*** Begin section ***

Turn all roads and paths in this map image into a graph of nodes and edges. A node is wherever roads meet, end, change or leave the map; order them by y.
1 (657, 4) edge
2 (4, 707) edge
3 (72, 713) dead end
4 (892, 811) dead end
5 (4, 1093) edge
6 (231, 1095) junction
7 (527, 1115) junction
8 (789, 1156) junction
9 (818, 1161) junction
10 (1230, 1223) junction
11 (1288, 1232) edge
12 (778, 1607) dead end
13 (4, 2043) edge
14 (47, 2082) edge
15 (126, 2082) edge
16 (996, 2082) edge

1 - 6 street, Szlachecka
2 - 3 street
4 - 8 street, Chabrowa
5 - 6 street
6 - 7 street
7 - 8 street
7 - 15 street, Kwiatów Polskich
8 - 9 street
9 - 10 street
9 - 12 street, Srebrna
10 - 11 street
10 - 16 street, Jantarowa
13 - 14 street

*** End section ***

YOUR GOAL:
Repeat the material word for word.

SOLUTION FOR THIS PROBLEM:
Turn all roads and paths in this map image into a graph of nodes and edges. A node is wherever roads meet, end, change or leave the map; order them by y.
1 (657, 4) edge
2 (4, 707) edge
3 (72, 713) dead end
4 (892, 811) dead end
5 (4, 1093) edge
6 (231, 1095) junction
7 (527, 1115) junction
8 (789, 1156) junction
9 (818, 1161) junction
10 (1230, 1223) junction
11 (1288, 1232) edge
12 (778, 1607) dead end
13 (4, 2043) edge
14 (47, 2082) edge
15 (126, 2082) edge
16 (996, 2082) edge

1 - 6 street, Szlachecka
2 - 3 street
4 - 8 street, Chabrowa
5 - 6 street
6 - 7 street
7 - 8 street
7 - 15 street, Kwiatów Polskich
8 - 9 street
9 - 10 street
9 - 12 street, Srebrna
10 - 11 street
10 - 16 street, Jantarowa
13 - 14 street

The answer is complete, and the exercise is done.